During the course of his long hospitalization, Tom’s conditions and prescribed medications affected his mood and began eroding the relationships he treasured most. Adding to it was the fact that his wife, April, was spending hours driving back and forth to hospitals while operating as a single parent for two young children and trying to navigate the complicated VA benefits system. Feeling desperate and overwhelmed, April decided to attend a WWP caregiver retreat. “WWP saved my family,” says April. “I was tired of crying. They cared. They helped turn the tide.”
As the family got more involved with WWP, they learned about the Independence Program and Tom enrolled. He and his coach set goals and developed a plan to help Tom live as independently as possible. “One thing I really like about the program,” says Tom, “is that instead of just telling you what the program offers, they ask what you need and then help you achieve it.”
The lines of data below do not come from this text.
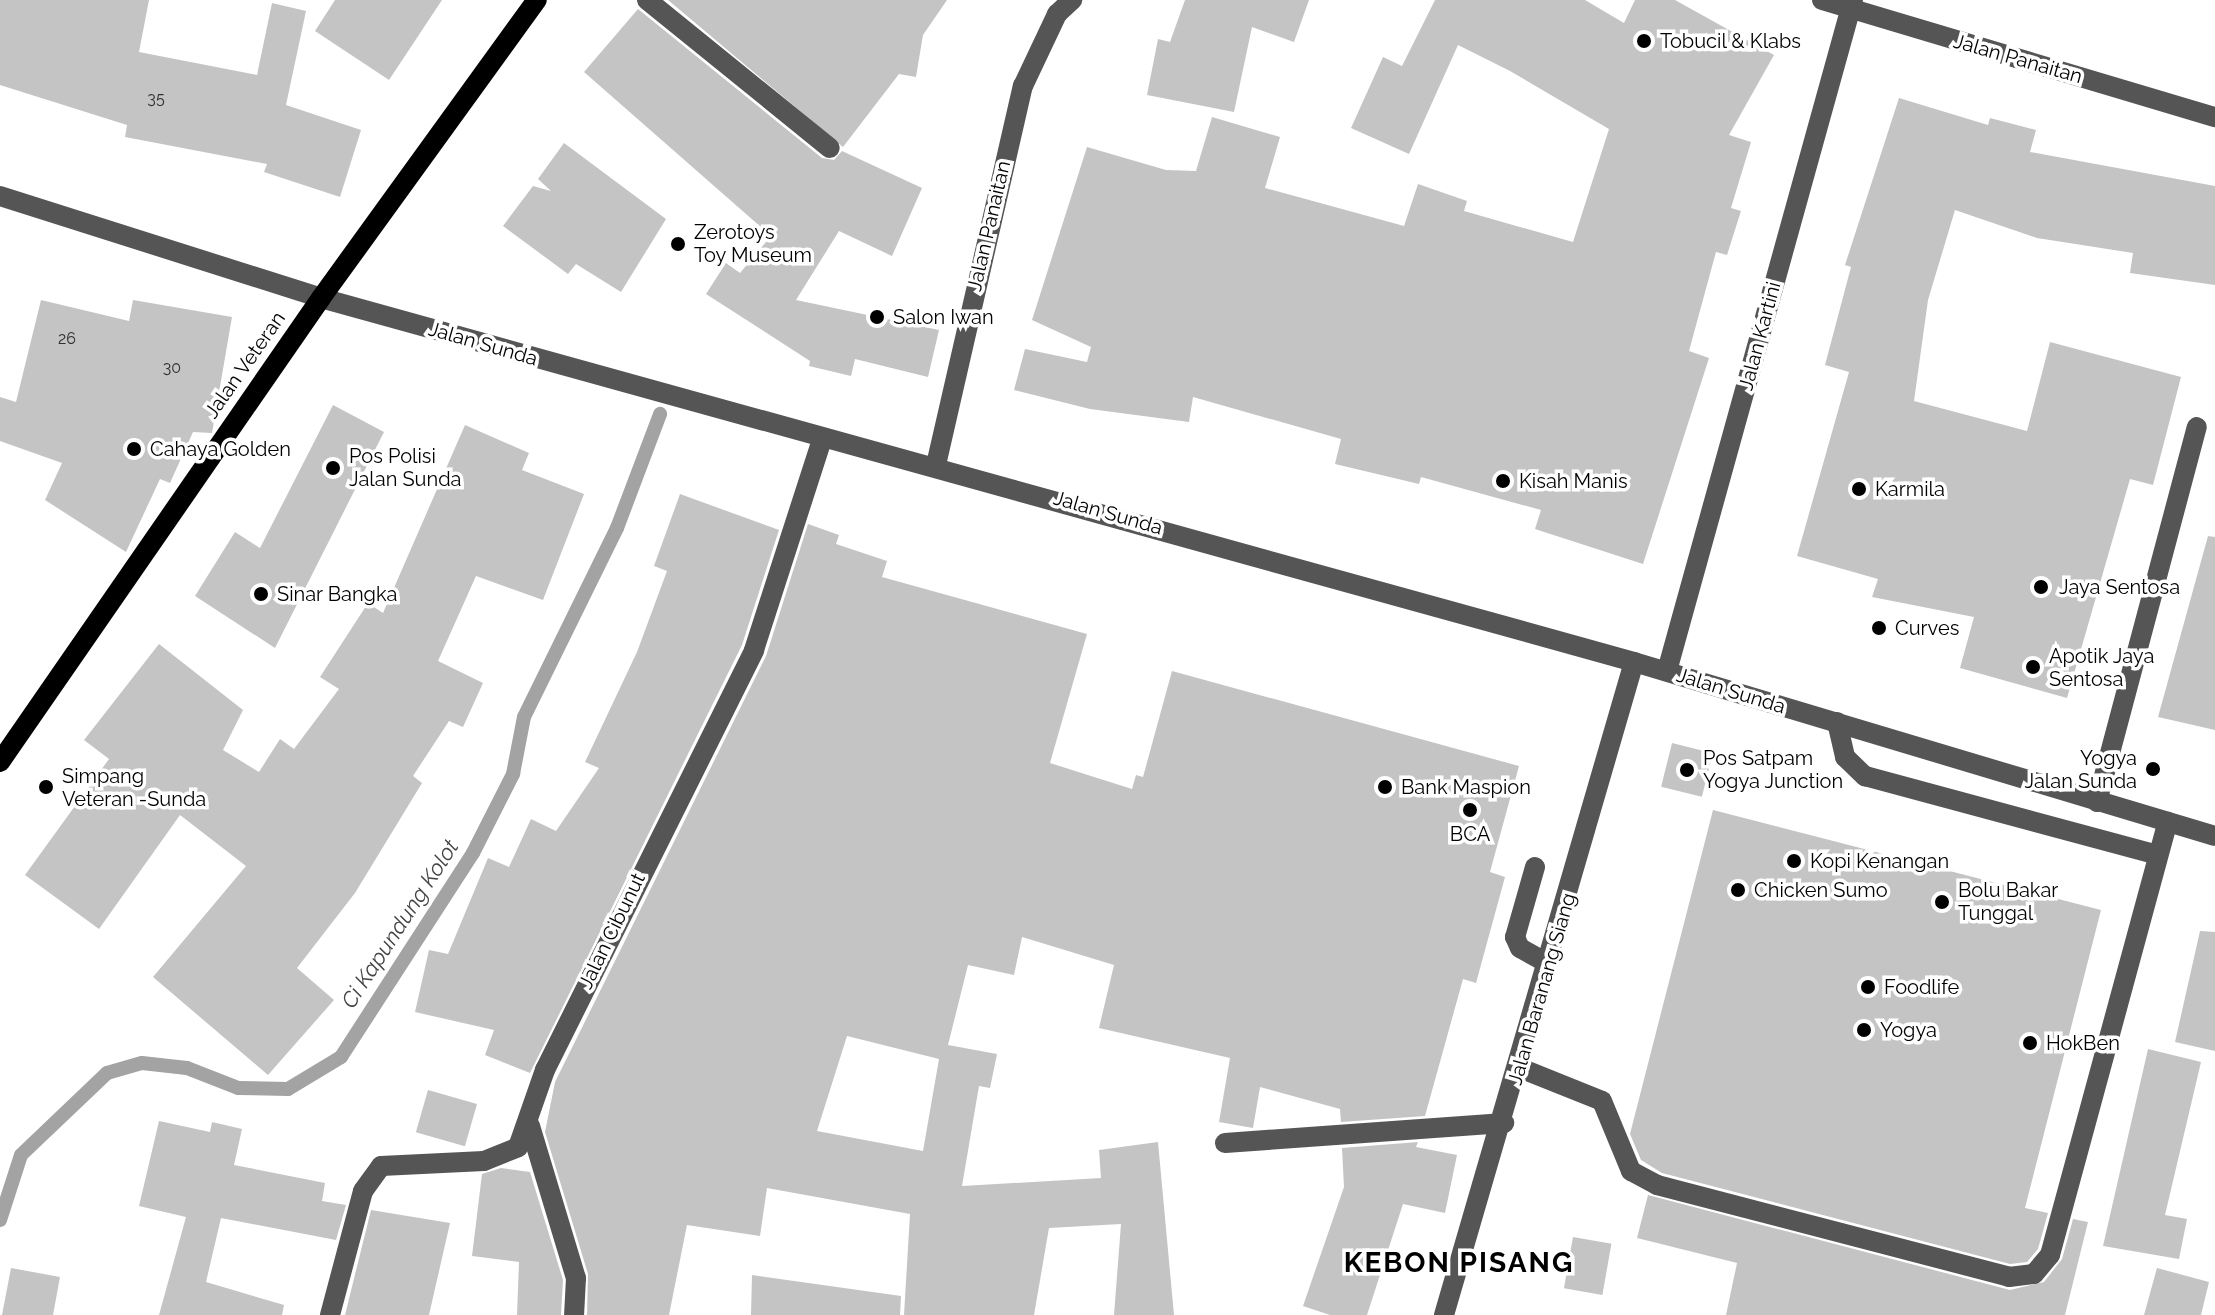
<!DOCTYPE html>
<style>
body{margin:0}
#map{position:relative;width:2215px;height:1315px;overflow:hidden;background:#fff;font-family:Raleway,sans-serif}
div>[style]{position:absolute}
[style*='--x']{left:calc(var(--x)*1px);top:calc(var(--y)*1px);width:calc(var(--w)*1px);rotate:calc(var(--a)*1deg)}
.stream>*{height:14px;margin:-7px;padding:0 7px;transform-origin:7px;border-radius:7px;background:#a3a3a3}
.building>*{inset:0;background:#c4c4c4;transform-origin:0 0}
.minor>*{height:20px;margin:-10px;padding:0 10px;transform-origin:10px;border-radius:10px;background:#555}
.major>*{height:20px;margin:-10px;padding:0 10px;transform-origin:10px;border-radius:10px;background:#000}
.dots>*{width:22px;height:22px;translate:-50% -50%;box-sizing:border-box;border:4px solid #fff;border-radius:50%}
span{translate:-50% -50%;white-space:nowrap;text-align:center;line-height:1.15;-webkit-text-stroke:7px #fff;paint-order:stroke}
.number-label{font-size:16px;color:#313131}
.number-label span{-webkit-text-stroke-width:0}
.poi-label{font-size:20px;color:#000}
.left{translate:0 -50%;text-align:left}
.right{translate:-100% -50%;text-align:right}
.street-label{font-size:20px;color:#000}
.water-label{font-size:22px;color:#444;font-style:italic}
.district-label{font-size:28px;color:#000;font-weight:700;letter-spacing:2px}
</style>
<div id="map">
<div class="stream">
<i style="--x:0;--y:1220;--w:68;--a:-72.1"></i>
<i style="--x:21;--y:1155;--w:119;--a:-43.6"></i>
<i style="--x:107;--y:1073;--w:36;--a:-16"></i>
<i style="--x:142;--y:1063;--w:45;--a:6.3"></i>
<i style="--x:187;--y:1068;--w:55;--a:21.4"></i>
<i style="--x:238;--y:1088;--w:50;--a:1.1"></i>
<i style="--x:288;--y:1089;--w:62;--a:-31.1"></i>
<i style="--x:341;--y:1057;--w:243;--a:-57.1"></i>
<i style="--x:473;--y:853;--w:89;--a:-63.1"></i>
<i style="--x:513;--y:774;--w:58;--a:-79.1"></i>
<i style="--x:524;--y:717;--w:211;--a:-63.8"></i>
<i style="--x:617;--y:528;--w:122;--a:-69.3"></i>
</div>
<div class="building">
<i style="clip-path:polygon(0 0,149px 0,139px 52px,257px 75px,272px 3px,306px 11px,286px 105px,361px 130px,340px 197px,264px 172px,267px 164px,125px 137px,127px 125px,0 85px)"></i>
<i style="clip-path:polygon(335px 0,442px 0,389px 80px,315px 31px)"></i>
<i style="clip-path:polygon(668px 0,947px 0,923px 35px,916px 77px,899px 74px,843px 147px)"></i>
<i style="clip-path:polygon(1185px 0,1309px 0,1294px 42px,1252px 27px,1234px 112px,1147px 95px,1158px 39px,1170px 42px)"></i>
<i style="clip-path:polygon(1435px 0,1585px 0,1624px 23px,1635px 0,1675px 0,1774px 55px,1729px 135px,1751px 142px,1731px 208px,1741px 211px,1727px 255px,1716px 252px,1689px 351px,1709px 358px,1643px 564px,1535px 529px,1541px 510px,1421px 477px,1419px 484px,1335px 464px,1341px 439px,1193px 397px,1189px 422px,1090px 409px,1014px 390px,1025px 349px,1087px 362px,1091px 347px,1032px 320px,1087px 147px,1166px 170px,1196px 171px,1212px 117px,1280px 137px,1265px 188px,1404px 226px,1418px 184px,1467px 201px,1464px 211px,1573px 242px,1609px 129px,1510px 71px,1458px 45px,1409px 154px,1351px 128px,1383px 57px,1402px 66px)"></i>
<i style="clip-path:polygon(638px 9px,822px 158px,834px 160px,842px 151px,922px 188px,892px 256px,839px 231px,796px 300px,939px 330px,928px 377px,855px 359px,851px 376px,809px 366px,810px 361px,706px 294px,726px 263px,740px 273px,771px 236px,584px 72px)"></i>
<i style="clip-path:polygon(1899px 98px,1988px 125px,1990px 118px,2036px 130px,2030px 152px,2215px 186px,2215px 285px,2130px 273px,2133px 253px,2037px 238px,1955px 210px,1928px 300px,1914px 401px,2027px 431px,2050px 342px,2181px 377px,2153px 485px,2130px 479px,2067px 698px,1960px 668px,1974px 617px,1872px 597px,1878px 579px,1797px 556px,1849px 372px,1825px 365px,1851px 267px,1845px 265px)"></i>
<i style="clip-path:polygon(564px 143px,666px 219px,621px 292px,576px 264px,568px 274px,503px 226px,533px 186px,551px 191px,538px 179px)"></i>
<i style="clip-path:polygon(41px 300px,129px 321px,133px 300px,232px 317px,212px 433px,193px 432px,170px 483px,160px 479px,126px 552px,45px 500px,62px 463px,0 441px,0 397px,16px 402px)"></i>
<i style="clip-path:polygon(333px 405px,384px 432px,275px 648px,195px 596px,235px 532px,260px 548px)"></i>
<i style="clip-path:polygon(465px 425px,529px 453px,522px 470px,584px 494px,543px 600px,476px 576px,438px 661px,483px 683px,463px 727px,449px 721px,413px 776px,422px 783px,355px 893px,297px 968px,334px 1000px,268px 1075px,153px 977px,246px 866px,180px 815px,99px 929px,25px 875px,109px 759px,84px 740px,159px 644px,243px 710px,223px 750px,259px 772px,280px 739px,294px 749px,339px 689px,320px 677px,368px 603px,383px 613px)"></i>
<i style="clip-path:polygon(680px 494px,779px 530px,742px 645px,530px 1073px,485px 1055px,494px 1030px,415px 1012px,429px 950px,448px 954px,488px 858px,509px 867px,531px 819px,556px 831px,599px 768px,585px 762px,637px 652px,667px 571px,654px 566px)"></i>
<i style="clip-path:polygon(evenodd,808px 524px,839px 535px,836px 544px,887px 561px,882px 577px,1087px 634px,1050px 763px,1132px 789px,1136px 775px,1143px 777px,1172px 671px,1519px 766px,1490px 872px,1505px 877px,1476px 983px,1463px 979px,1425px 1116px,1341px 1122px,1340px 1109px,1260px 1087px,1253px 1128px,1219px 1122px,1230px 1058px,1099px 1028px,1114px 965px,1022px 937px,1014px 975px,968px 965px,948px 1045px,997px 1054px,990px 1088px,979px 1086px,962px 1186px,1101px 1178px,1099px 1150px,1158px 1142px,1174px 1315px,1114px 1315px,1121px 1224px,1049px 1228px,1034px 1315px,904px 1315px,910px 1214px,767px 1188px,760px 1236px,687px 1225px,669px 1315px,587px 1315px,588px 1274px,545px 1132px,555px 1082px,766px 656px,808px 524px,847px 1036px,939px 1059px,923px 1151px,817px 1131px,847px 1036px)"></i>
<i style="clip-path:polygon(2208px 536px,2215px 537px,2215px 730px,2158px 717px)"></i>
<i style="left:1672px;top:743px;width:42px;height:45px;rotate:14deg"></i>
<i style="clip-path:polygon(1713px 810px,2101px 910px,2025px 1208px,2048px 1213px,2038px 1249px,2027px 1262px,2010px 1264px,1662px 1173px,1641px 1160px,1630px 1134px)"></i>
<i style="clip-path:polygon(2200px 931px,2215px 932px,2215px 1051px,2175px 1042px)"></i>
<i style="clip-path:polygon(2148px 1049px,2201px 1062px,2165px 1215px,2187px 1219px,2179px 1259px,2103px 1246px)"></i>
<i style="left:428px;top:1090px;width:51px;height:44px;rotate:16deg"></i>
<i style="clip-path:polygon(159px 1121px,210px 1132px,212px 1122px,242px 1129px,234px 1165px,325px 1183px,322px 1201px,346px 1205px,336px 1240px,221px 1218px,206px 1282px,284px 1305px,282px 1315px,159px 1315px,186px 1217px,139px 1206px)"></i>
<i style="clip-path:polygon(1418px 1142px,1416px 1147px,1457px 1155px,1445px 1213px,1403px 1204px,1367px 1315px,1330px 1315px,1303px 1306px,1344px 1187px,1342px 1148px)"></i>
<i style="clip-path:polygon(501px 1168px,530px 1172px,563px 1280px,561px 1315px,517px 1315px,519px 1262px,472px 1256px,482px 1174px)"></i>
<i style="clip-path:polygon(1648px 1195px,2010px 1290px,2044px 1282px,2062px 1259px,2073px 1219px,2088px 1222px,2065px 1315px,1726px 1315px,1737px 1263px,1637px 1238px)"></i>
<i style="clip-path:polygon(371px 1210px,450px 1223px,429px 1315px,345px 1315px)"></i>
<i style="left:1573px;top:1237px;width:39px;height:52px;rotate:10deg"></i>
<i style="clip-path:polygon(11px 1268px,60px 1277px,53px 1315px,2px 1315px)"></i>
<i style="clip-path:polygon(2157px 1268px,2209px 1282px,2201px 1315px,2144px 1315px)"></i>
<i style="clip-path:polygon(752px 1275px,901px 1296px,900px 1315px,751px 1315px)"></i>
</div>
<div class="minor">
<i style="--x:647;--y:0;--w:235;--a:39"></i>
<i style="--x:1822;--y:0;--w:410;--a:16.6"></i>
<i style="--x:0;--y:196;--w:337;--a:17.6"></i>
<i style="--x:321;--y:298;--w:1363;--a:15.49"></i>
<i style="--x:1634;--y:662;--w:606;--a:16.67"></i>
<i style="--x:936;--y:465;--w:389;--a:-77.1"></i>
<i style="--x:1023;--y:86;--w:80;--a:-64.7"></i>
<i style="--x:1057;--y:14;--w:21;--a:-43"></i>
<i style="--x:1667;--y:671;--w:696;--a:-74.51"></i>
<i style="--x:1837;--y:722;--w:36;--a:77"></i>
<i style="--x:1845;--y:757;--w:28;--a:44"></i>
<i style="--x:1865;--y:776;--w:303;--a:15.1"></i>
<i style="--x:2097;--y:802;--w:388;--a:-75.1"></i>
<i style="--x:1535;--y:867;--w:73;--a:105.9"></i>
<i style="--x:1515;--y:937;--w:12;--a:66"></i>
<i style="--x:1520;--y:948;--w:33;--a:29"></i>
<i style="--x:1520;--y:1068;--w:88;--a:21.9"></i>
<i style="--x:1602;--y:1101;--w:76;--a:67.5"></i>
<i style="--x:1631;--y:1171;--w:30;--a:28"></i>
<i style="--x:1657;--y:1185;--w:364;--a:14.6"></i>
<i style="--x:2009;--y:1277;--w:25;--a:-7"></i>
<i style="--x:2034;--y:1274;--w:25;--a:-50"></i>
<i style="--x:2050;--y:1255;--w:449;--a:-74.8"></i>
<i style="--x:530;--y:1126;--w:159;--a:73.2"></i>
<i style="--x:576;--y:1278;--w:37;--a:93"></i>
<i style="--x:1225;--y:1143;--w:280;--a:-4.1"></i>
<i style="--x:330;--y:1315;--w:128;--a:-75.1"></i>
<i style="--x:363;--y:1191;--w:31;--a:-54"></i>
<i style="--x:381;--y:1166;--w:103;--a:-2.8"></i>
<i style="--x:484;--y:1161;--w:37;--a:-22"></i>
<i style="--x:518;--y:1147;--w:82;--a:-70.7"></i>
<i style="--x:545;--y:1070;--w:469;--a:-63.5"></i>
<i style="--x:754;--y:650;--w:222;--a:-72.1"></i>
<i style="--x:1444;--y:1315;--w:680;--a:-73.78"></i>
</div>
<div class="major">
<i style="--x:0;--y:762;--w:564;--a:-55.32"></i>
<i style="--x:321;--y:298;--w:368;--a:-54.1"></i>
</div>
<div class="dots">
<i style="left:1644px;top:41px;background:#000"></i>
<i style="left:678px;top:244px;background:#000"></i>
<i style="left:877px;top:317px;background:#000"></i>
<i style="left:134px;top:449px;background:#000"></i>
<i style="left:333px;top:468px;background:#000"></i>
<i style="left:1503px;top:481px;background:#000"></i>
<i style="left:1859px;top:489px;background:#000"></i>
<i style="left:2041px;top:587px;background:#000"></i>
<i style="left:261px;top:594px;background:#000"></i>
<i style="left:1879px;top:628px;background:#000"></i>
<i style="left:2033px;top:667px;background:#000"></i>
<i style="left:2153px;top:769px;background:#000"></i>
<i style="left:1687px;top:770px;background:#000"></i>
<i style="left:46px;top:787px;background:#000"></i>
<i style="left:1385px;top:787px;background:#000"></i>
<i style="left:1470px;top:810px;background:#000"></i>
<i style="left:1794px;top:861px;background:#000"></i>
<i style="left:1738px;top:890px;background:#000"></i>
<i style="left:1942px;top:902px;background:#000"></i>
<i style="left:1868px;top:987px;background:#000"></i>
<i style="left:1864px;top:1030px;background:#000"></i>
<i style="left:2030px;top:1043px;background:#000"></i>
</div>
<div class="number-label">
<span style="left:156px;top:99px">35</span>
<span style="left:67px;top:339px">26</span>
<span style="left:172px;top:368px">30</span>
</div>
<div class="poi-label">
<span class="left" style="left:1660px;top:41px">Tobucil &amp; Klabs</span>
<span class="left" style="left:694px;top:244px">Zerotoys<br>Toy Museum</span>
<span class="left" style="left:893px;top:317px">Salon Iwan</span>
<span class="left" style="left:150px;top:449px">Cahaya Golden</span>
<span class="left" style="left:349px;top:468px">Pos Polisi<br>Jalan Sunda</span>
<span class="left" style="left:1519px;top:481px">Kisah Manis</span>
<span class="left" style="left:1875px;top:489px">Karmila</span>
<span class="left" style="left:2059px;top:587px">Jaya Sentosa</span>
<span class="left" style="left:277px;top:594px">Sinar Bangka</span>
<span class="left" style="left:1895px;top:628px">Curves</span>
<span class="left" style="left:2049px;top:668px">Apotik Jaya<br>Sentosa</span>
<span class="left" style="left:1703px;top:770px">Pos Satpam<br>Yogya Junction</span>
<span class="right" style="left:2137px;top:770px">Yogya<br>Jalan Sunda</span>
<span class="left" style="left:62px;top:788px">Simpang<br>Veteran -Sunda</span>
<span class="left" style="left:1401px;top:787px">Bank Maspion</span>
<span style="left:1470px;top:834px">BCA</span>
<span class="left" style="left:1810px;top:861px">Kopi Kenangan</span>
<span class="left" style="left:1754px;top:890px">Chicken Sumo</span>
<span class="left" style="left:1958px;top:902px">Bolu Bakar<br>Tunggal</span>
<span class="left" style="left:1884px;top:987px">Foodlife</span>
<span class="left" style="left:1880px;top:1030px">Yogya</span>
<span class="left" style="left:2046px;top:1043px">HokBen</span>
</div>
<div class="street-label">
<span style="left:2018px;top:59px;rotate:16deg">Jalan Panaitan</span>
<span style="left:989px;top:226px;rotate:-77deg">Jalan Panaitan</span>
<span style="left:1760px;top:336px;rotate:-75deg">Jalan Kartini</span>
<span style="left:483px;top:344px;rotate:16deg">Jalan Sunda</span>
<span style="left:245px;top:365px;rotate:-55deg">Jalan Veteran</span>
<span style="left:1108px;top:513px;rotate:16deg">Jalan Sunda</span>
<span style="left:1731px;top:691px;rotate:17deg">Jalan Sunda</span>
<span style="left:612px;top:931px;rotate:-64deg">Jalan Cibunut</span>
<span style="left:1542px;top:989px;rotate:-74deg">Jalan Baranang Siang</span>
</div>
<div class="water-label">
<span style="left:400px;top:924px;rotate:-57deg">Ci Kapundung Kolot</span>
</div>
<div class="district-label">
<span style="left:1459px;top:1263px">KEBON PISANG</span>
</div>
</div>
For Tom, that meant helping him find a new purpose. During one rehabilitation program, he was introduced to woodworking and found the craft gave him an outlet for expression as well as a form of hands-on therapy. It also helped Tom find an answer to a nagging question; how to give back and help other people. With a lathe, a makeshift table saw, and a sander, Tom began turning scrap wood into hope and fellowship, making yard games for neighborhood families and building furniture for people who needed help. “It gives me a sense of purpose, something I was desperately needing,” says Tom. “I take my time, I work for a couple of hours until I get tired, but I keep at it. And at the end, I get the reward of seeing a smile on someone’s face.”